Rosso di Montalcino Piccini: un giovane di carattere
23 FEBBRAIO 2026
Da sempre vissuto all’ombra del più celebre Brunello, il Rosso di Montalcino è in realtà un vino dalla personalità forte e affascinante, capace di esprimersi anche senza anni di maturazione.
Il Rosso di Montalcino Piccini è l’espressione più schietta e disinvolta del Sangiovese montalcinese, quella che privilegia il frutto, la freschezza e la bevibilità, senza rinunciare all’eleganza. Se il Brunello costruisce il suo racconto sulla profondità del tempo e sull’attesa, il Rosso nasce per il presente, per restituire nel calice l’energia immediata della vigna.

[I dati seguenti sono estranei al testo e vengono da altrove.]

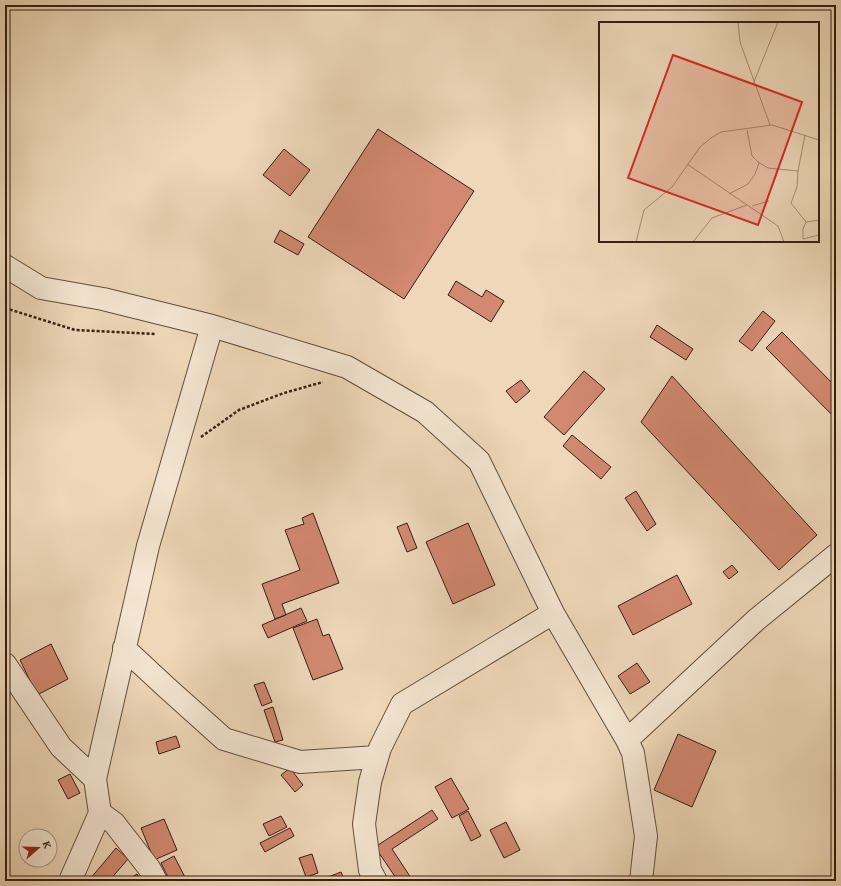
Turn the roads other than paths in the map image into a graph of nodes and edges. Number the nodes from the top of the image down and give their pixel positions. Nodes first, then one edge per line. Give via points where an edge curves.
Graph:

La differenza si gioca già tra i filari: per il Rosso entrano in scena viti più giovani, generalmente tra i 4 e gli 8-9 anni, capaci di dare un Sangiovese diretto e riconoscibile, con profumi nitidi di ciliegia e frutti rossi, una trama fresca e spesso attraversata da una sottile vena balsamica, firma autentica del territorio. Ne nascono vini dalla struttura più snella, agili ma mai banali, che sanno coniugare carattere e facilità di beva.
Un’identità precisa, consapevole, che rivendica con orgoglio il piacere dell’immediatezza e che oggi, con questi consigli, vi invitiamo ad assaporare in modo più profondo.
Consigli e abbinamenti
Il Rosso di Montalcino Piccini dà il meglio di sé quando viene bevuto giovane, idealmente entro i 3-5 anni, nel momento in cui il frutto è ancora vibrante e la freschezza gioca un ruolo da protagonista.
A tavola è un compagno versatile e affidabile: accompagna con naturalezza primi piatti con sughi di carne o funghi, carni di maiale, frittate ricche e formaggi di media stagionatura.
È un vino che non sovrasta, ma nemmeno si lascia mettere in secondo piano, mantenendo sempre un equilibrio elegante.
Servitelo a circa 16 °C, in calici di media grandezza, e lasciategli lo spazio per esprimersi.
Nei supermercati Gala lo trovate pronto a raccontare, con voce limpida e sincera, il volto più immediato e autentico di Montalcino.